Another easy definition
"A great poem is a perfect blend of sense and sound; it is memorable speech." Another easy definition, bewitchingly well-put. I've been making a list of the definitions of 'poetry' and 'a [good/great/worthy] poem' I come across (maybe at some point I'll steer my curiosity toward a research project). So far, the definitions have all been poetically phrased and absurdly untrue. Even reading them generously, I can't get past their blithe partiality. And even granting that most everything is partial -- doubly so, only part of the story and only part of the story according to you -- partiality should never be blithe. Otherwise, ignorance at best and minor intellectual totalitarianism at worst.
In the case of well-blended sense and sound, the half of the story left out is that some great poems are merely visual, deliberately or effectively. Not every poem resounds in the ear; some resound only in the eye or the inner understanding. Not to mention the deaf (and Deaf) poets who sign their poems.
Are we stuck? Are all epigrams and short shocking claims ultimately pretty shining lies? If so, as a self-described truth-seeker, I'm screwed: One of my main poetic modes is a kind of concatenated or continuous epigram.
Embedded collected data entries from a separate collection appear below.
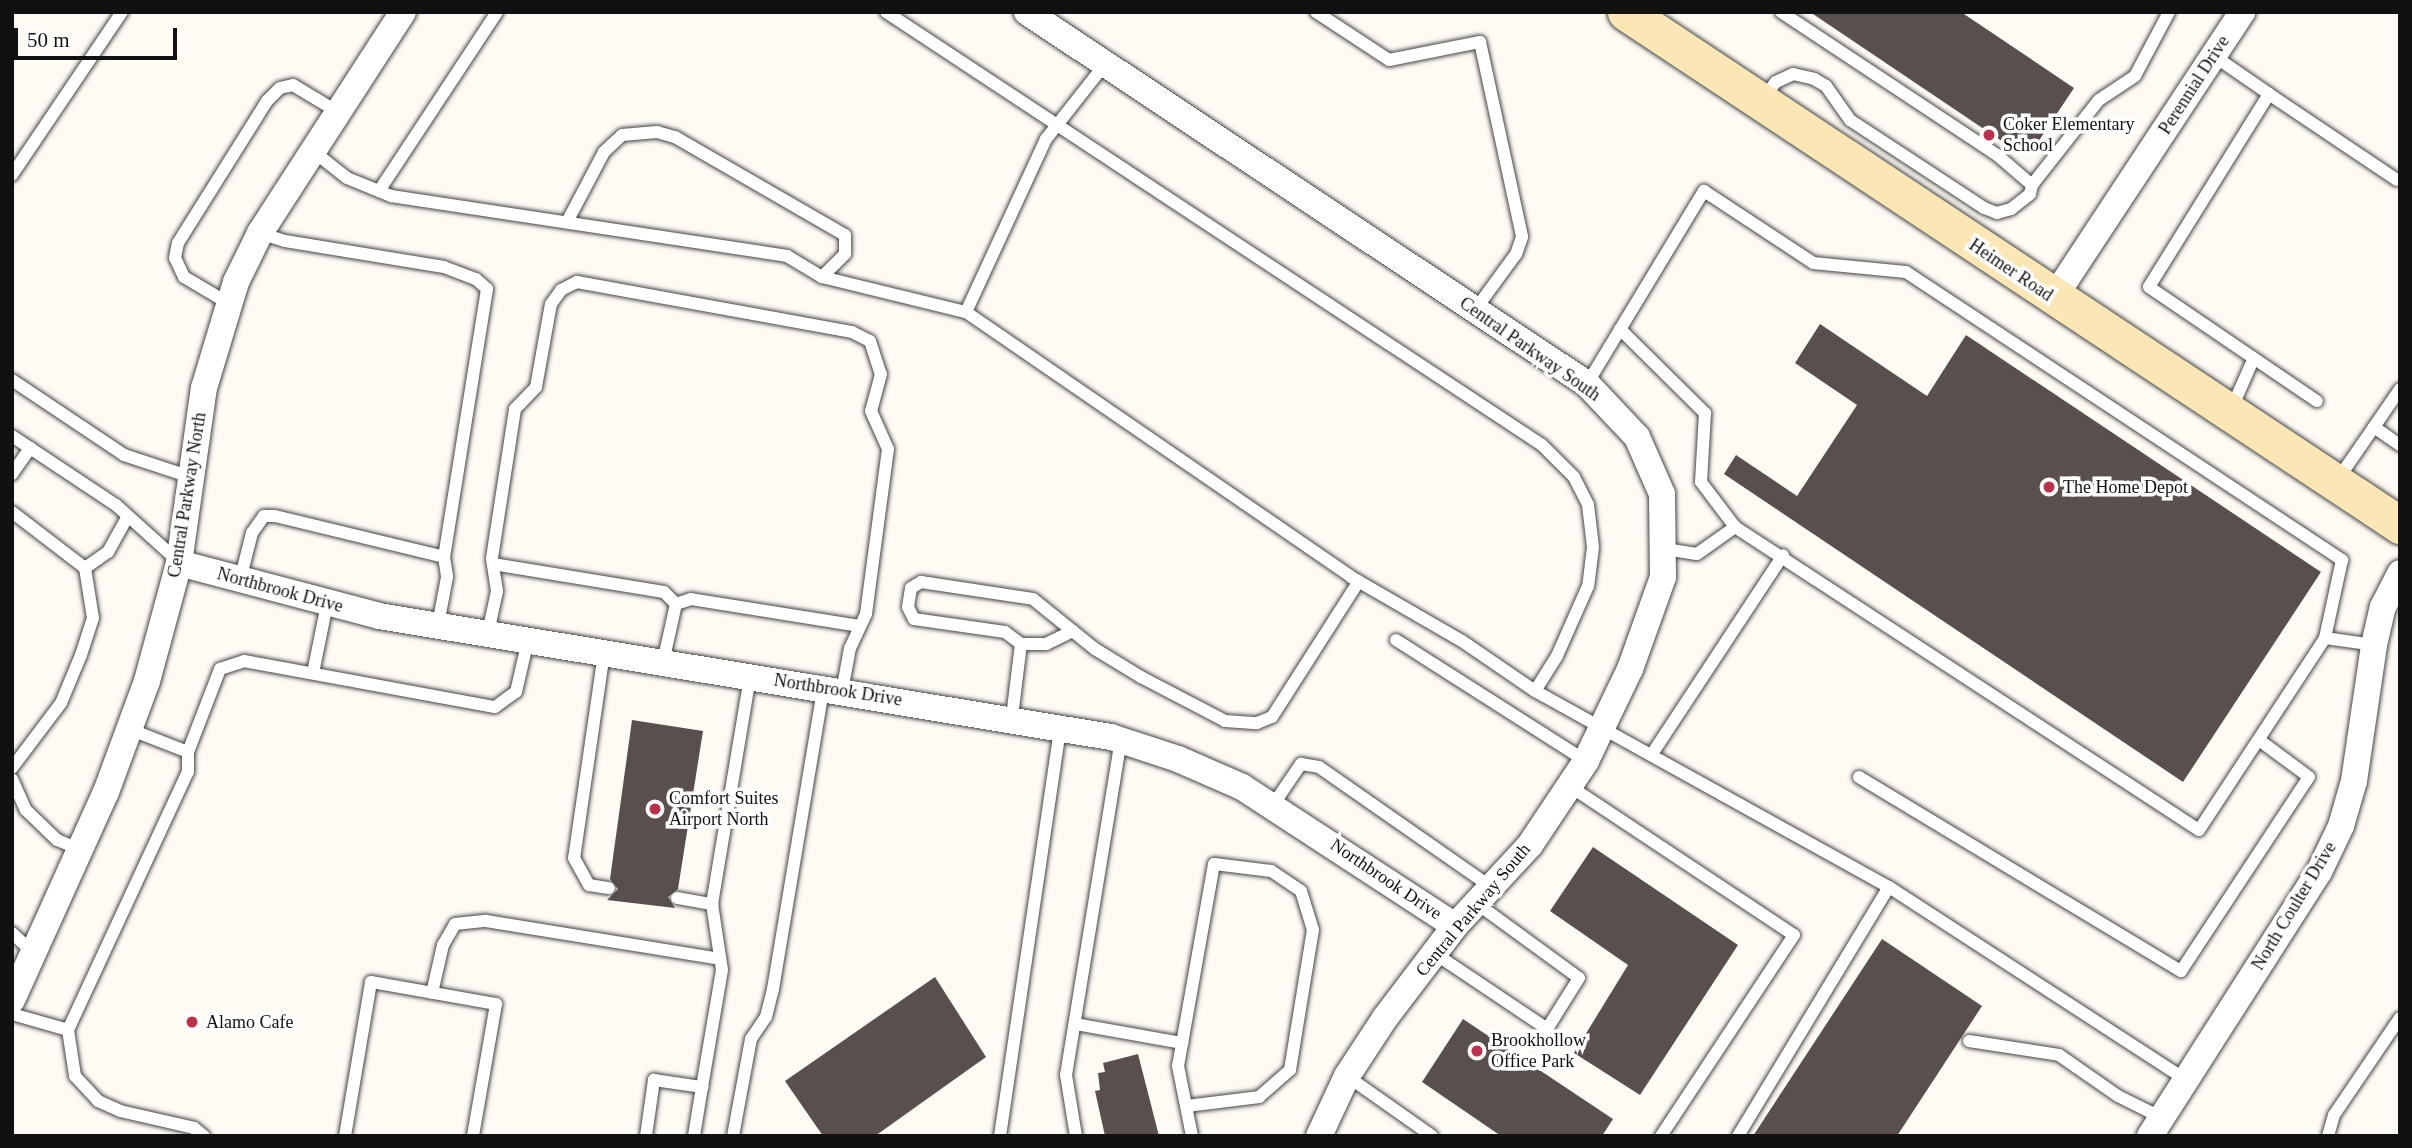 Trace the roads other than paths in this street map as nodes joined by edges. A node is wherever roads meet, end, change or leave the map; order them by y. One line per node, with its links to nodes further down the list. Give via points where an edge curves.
1 (122, 12): 18 (lane)
2 (403, 12): 15 (street, Central Parkway North)
3 (497, 12): 21 (lane)
4 (886, 12): 16 (lane)
5 (1027, 12): 12 (street)
6 (1316, 12): 27 (lane, via 1389,60 1480,42 1522,237 1516,254)
7 (1626, 12): 14 (street, Heimer Road)
8 (1781, 12): 20 (lane, via 1997,155)
9 (2169, 12): 20 (lane, via 2134,76 2099,100)
10 (2242, 12): 11 (street, Perennial Drive)
11 (2214, 56): 13 (lane); 25 (street, Perennial Drive)
12 (1105, 64): 16 (lane); 27 (street, Central Parkway South)
13 (2269, 94): 19 (lane); 30 (lane, via 2149,287)
14 (1760, 102): 20 (lane, via 1776,82 1793,75 1814,79 1826,86 1850,120 1984,208 1997,213 2011,209 2030,194); 25 (street, Heimer Road)
15 (338, 112): 17 (street, Central Parkway North); 26 (lane, via 293,85 280,88 267,101 178,243 175,258 184,277)
16 (1054, 125): 28 (lane); 72 (lane, via 1542,444 1574,477 1590,515 1593,547 1588,586 1557,656)
17 (313, 151): 21 (lane, via 347,178); 23 (street, Central Parkway North)
18 (12, 175)
19 (2397, 180)
20 (2032, 185)
21 (379, 191): 22 (lane)
22 (567, 222): 24 (lane, via 787,256); 24 (lane, via 604,152 621,135 657,132 675,137 845,235 845,254)
23 (260, 233): 26 (street, Central Parkway North); 49 (lane, via 444,267 476,279 486,289)
24 (822, 277): 28 (lane)
25 (2053, 299): 35 (street, Heimer Road)
26 (228, 303): 41 (street, Central Parkway North, via 204,388)
27 (1475, 310): 32 (street, Central Parkway South)
28 (966, 312): 55 (lane)
29 (1620, 329): 32 (lane); 46 (lane, via 1705,413 1701,482); 62 (lane, via 1704,191 1813,263 1906,272 2342,559)
30 (2253, 360): 34 (lane); 35 (lane)
31 (12, 380): 41 (lane, via 124,455)
32 (1587, 384): 47 (street, Central Parkway South, via 1615,410 1653,465 1662,494)
33 (2400, 389): 36 (lane)
34 (2317, 401)
35 (2229, 414): 42 (street, Heimer Road)
36 (2374, 427): 38 (lane); 42 (lane)
37 (12, 436): 39 (lane)
38 (2400, 445)
39 (30, 448): 40 (lane); 44 (lane)
40 (12, 474)
41 (191, 477): 50 (street, Central Parkway North)
42 (2335, 483): 45 (street, Heimer Road)
43 (12, 512): 52 (lane)
44 (128, 516): 50 (lane); 52 (lane, via 108,552)
45 (2400, 525)
46 (1735, 527): 47 (lane, via 1697,554); 48 (lane)
47 (1665, 549): 74 (street, Central Parkway South, via 1663,576 1648,621)
48 (1783, 555): 78 (lane, via 2199,830); 80 (lane)
49 (444, 557): 54 (lane, via 264,516 252,533); 58 (lane, via 447,577)
50 (179, 563): 54 (street, Northbrook Drive); 76 (street, Central Parkway North)
51 (493, 564): 57 (lane, via 664,592); 59 (lane, via 515,409 536,387 551,304 561,290 577,282 852,332 870,341 881,374 871,411 888,449 866,614); 61 (lane, via 497,591)
52 (86, 568): 82 (lane, via 93,618 81,655 61,703)
53 (2400, 573): 66 (street, North Coulter Drive, via 2383,607)
54 (240, 580): 56 (street, Northbrook Drive)
55 (1359, 581): 60 (lane, via 1272,717 1257,723 1225,721 1141,677); 72 (lane, via 1462,641)
56 (327, 604): 58 (street, Northbrook Drive); 69 (lane)
57 (676, 604): 59 (lane, via 691,599); 68 (lane)
58 (438, 625): 61 (street, Northbrook Drive)
59 (860, 626): 71 (lane)
60 (1073, 631): 65 (lane, via 1046,644); 65 (lane, via 1034,599 921,582 911,588 908,607 914,619 1005,632)
61 (488, 633): 63 (street, Northbrook Drive)
62 (2325, 638): 66 (lane); 78 (lane)
63 (528, 640): 67 (street, Northbrook Drive); 69 (lane, via 516,692 495,707)
64 (1396, 640): 81 (lane)
65 (1021, 644): 73 (lane)
66 (2374, 645): 106 (street, North Coulter Drive, via 2354,781 2341,826 2319,872)
67 (604, 652): 68 (street, Northbrook Drive); 89 (lane, via 574,858 589,885)
68 (663, 662): 70 (street, Northbrook Drive)
69 (313, 673): 79 (lane, via 244,661 220,669)
70 (750, 676): 71 (street, Northbrook Drive); 92 (lane)
71 (832, 690): 73 (street, Northbrook Drive); 115 (lane, via 773,989 766,1017 751,1039)
72 (1535, 691): 74 (lane)
73 (1012, 717): 75 (street, Northbrook Drive)
74 (1602, 725): 80 (lane); 81 (street, Central Parkway South)
75 (1060, 726): 77 (street, Northbrook Drive); 116 (lane)
76 (130, 729): 79 (lane); 87 (street, Central Parkway North)
77 (1121, 740): 86 (street, Northbrook Drive, via 1178,759); 101 (lane)
78 (2259, 740): 83 (lane, via 2309,777 2181,971)
79 (188, 752): 102 (lane, via 188,772)
80 (1652, 754): 88 (lane)
81 (1586, 761): 85 (street, Central Parkway South)
82 (12, 768)
83 (1859, 777)
84 (12, 779): 87 (lane, via 26,810 57,841)
85 (1568, 785): 90 (street, Central Parkway South, via 1530,845); 121 (lane, via 1794,935)
86 (1273, 806): 90 (lane, via 1301,764 1319,767); 93 (street, Northbrook Drive)
87 (79, 849): 94 (street, Central Parkway North)
88 (1889, 887): 106 (lane); 122 (lane)
89 (609, 888)
90 (1483, 895): 93 (street, Central Parkway South); 95 (lane, via 1579,978 1547,1029)
91 (677, 898): 92 (lane)
92 (712, 904): 96 (lane)
93 (1455, 926): 95 (street, Central Parkway South)
94 (22, 942): 98 (street, Central Parkway North)
95 (1434, 953): 105 (street, Central Parkway South)
96 (720, 959): 97 (lane, via 486,921 455,924 443,945); 107 (lane)
97 (432, 993): 111 (lane, via 371,982); 112 (lane, via 496,1004)
98 (12, 1000)
99 (12, 1014): 102 (lane)
100 (2400, 1018): 123 (lane, via 2334,1115)
101 (1075, 1024): 104 (lane); 117 (lane, via 1066,1075)
102 (68, 1030): 110 (lane, via 75,1076 98,1101 120,1111 194,1128)
103 (1969, 1041): 109 (lane, via 2059,1055)
104 (1182, 1043): 108 (lane, via 1178,1066); 108 (lane, via 1214,864 1271,871 1301,891 1314,930 1290,1070 1259,1097)
105 (1347, 1076): 119 (street, Central Parkway South); 120 (lane)
106 (2186, 1080): 109 (street, North Coulter Drive)
107 (702, 1087): 113 (lane, via 654,1080); 114 (lane)
108 (1187, 1106): 118 (lane)
109 (2156, 1127)
110 (204, 1136)
111 (345, 1136)
112 (473, 1136)
113 (646, 1136)
114 (694, 1136)
115 (733, 1136)
116 (1000, 1136)
117 (1076, 1136)
118 (1192, 1136)
119 (1319, 1136)
120 (1432, 1136)
121 (1661, 1136)
122 (1738, 1136)
123 (2328, 1136)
The hope I'm hoping to rely on is the regard one can have for what is not said or not sayable. But how to write that regard in, and how to read it out? I don't know. I'm still working on that. It borders on one of the bigger questions I have: how to know what you say is true. Don't launch "What is truth?" against me. Truth is in your conscience, and in mine, and bits of it echo in the 3 or 4 philosophical theories of it.
All told, I love definitions, things nestled and things nested. I'm trying to catch what I can in webs that don't kill or maim, and which acknowledge the worlds small and large they connect. Things caught only for the moment actual.